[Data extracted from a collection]
**********
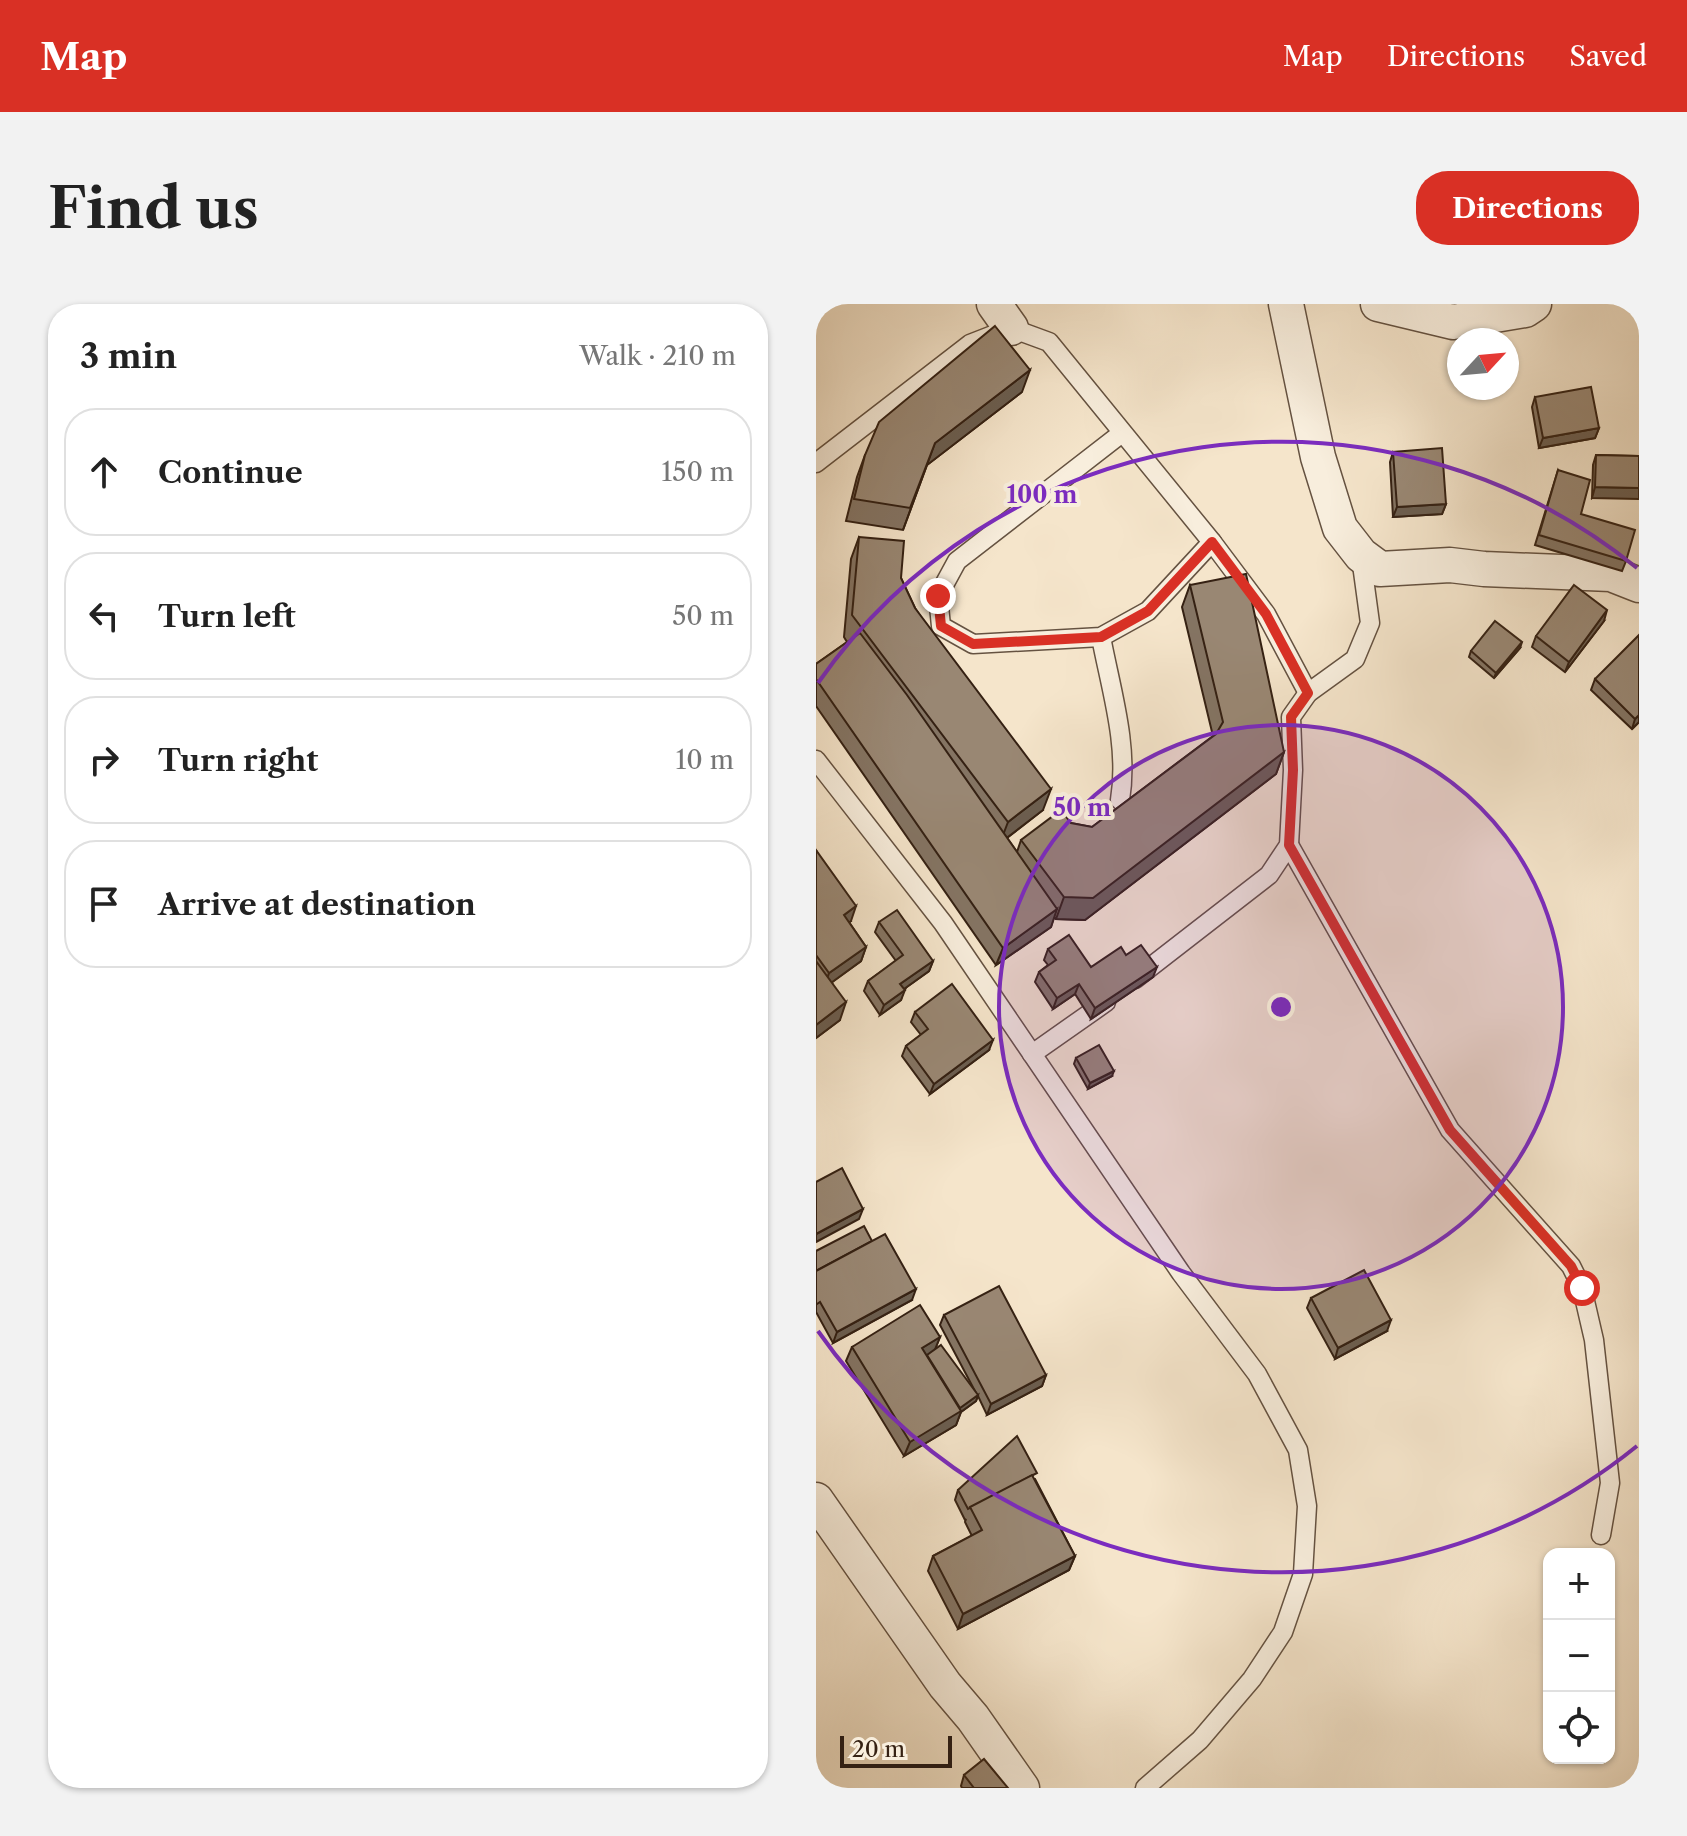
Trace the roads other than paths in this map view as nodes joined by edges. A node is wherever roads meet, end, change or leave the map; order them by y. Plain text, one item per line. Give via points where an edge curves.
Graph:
1 (1286, 304) edge
2 (1378, 304) edge
3 (1534, 304) edge
4 (1002, 316) edge
5 (1122, 433) junction
6 (816, 463) edge
7 (1212, 542) junction
8 (1361, 555) junction
9 (1639, 585) edge
10 (1101, 637) junction
11 (1308, 693) junction
12 (816, 760) edge
13 (1120, 800) dead end
14 (1289, 845) junction
15 (1032, 1054) junction
16 (816, 1500) edge
17 (1601, 1535) dead end
18 (1022, 1788) edge
19 (1145, 1788) edge

1 - 8 street via 1318,457 1340,528
2 - 3 street via 1453,322
4 - 5 lane via 1049,342
4 - 6 lane
5 - 7 lane
5 - 10 lane via 957,561 938,596 941,626 973,644
7 - 10 lane via 1148,611
7 - 11 lane via 1266,614
8 - 9 street via 1380,569 1450,565 1611,574
8 - 11 lane via 1370,623 1355,659
10 - 13 lane via 1119,730 1124,776
11 - 14 lane via 1291,717
12 - 15 lane via 943,923
14 - 15 lane via 1269,875
14 - 17 lane via 1450,1130 1571,1266 1582,1288 1594,1340 1610,1483
15 - 19 lane via 1181,1273 1257,1374 1298,1450 1307,1506 1303,1574 1283,1632 1252,1679 1200,1740
16 - 18 street

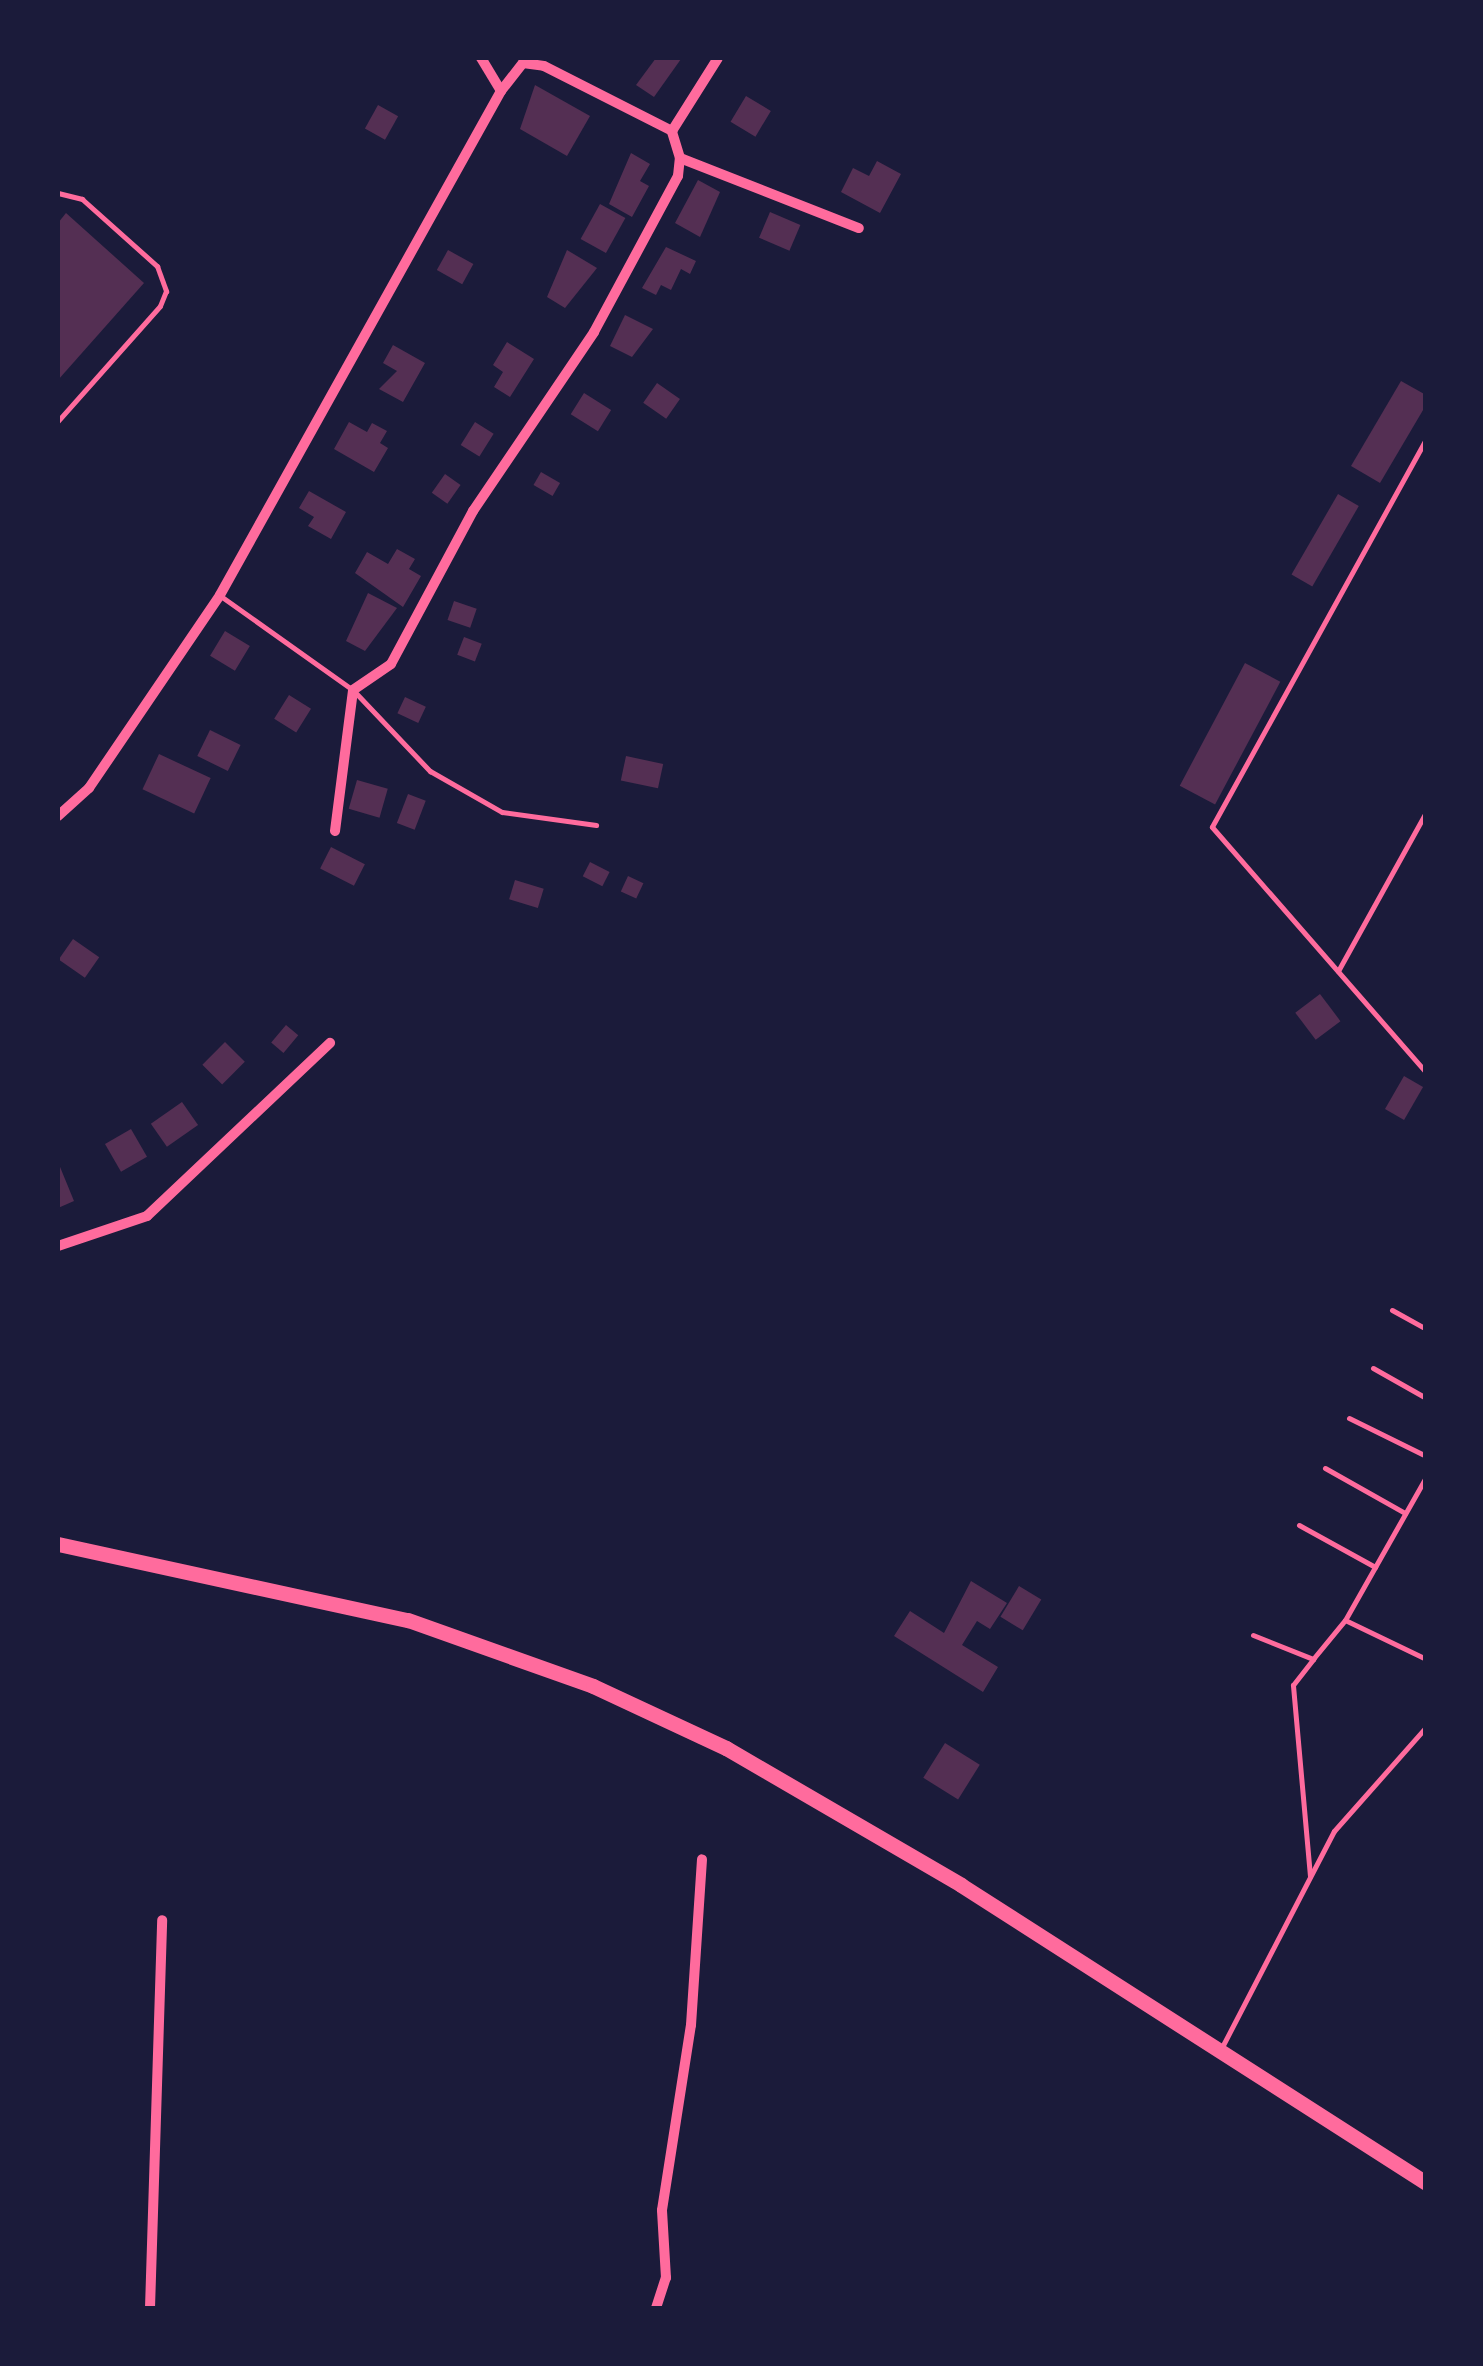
**********
Work task: In repeating the lines above, keep the wording exact and leave every picture out.

Result for this task:
Trace the roads other than paths in this map view as nodes joined by edges. A node is wherever roads meet, end, change or leave the map; order them by y. Plain text, one item per line. Give via points where an edge curves.
Graph:
1 (1286, 304) edge
2 (1378, 304) edge
3 (1534, 304) edge
4 (1002, 316) edge
5 (1122, 433) junction
6 (816, 463) edge
7 (1212, 542) junction
8 (1361, 555) junction
9 (1639, 585) edge
10 (1101, 637) junction
11 (1308, 693) junction
12 (816, 760) edge
13 (1120, 800) dead end
14 (1289, 845) junction
15 (1032, 1054) junction
16 (816, 1500) edge
17 (1601, 1535) dead end
18 (1022, 1788) edge
19 (1145, 1788) edge

1 - 8 street via 1318,457 1340,528
2 - 3 street via 1453,322
4 - 5 lane via 1049,342
4 - 6 lane
5 - 7 lane
5 - 10 lane via 957,561 938,596 941,626 973,644
7 - 10 lane via 1148,611
7 - 11 lane via 1266,614
8 - 9 street via 1380,569 1450,565 1611,574
8 - 11 lane via 1370,623 1355,659
10 - 13 lane via 1119,730 1124,776
11 - 14 lane via 1291,717
12 - 15 lane via 943,923
14 - 15 lane via 1269,875
14 - 17 lane via 1450,1130 1571,1266 1582,1288 1594,1340 1610,1483
15 - 19 lane via 1181,1273 1257,1374 1298,1450 1307,1506 1303,1574 1283,1632 1252,1679 1200,1740
16 - 18 street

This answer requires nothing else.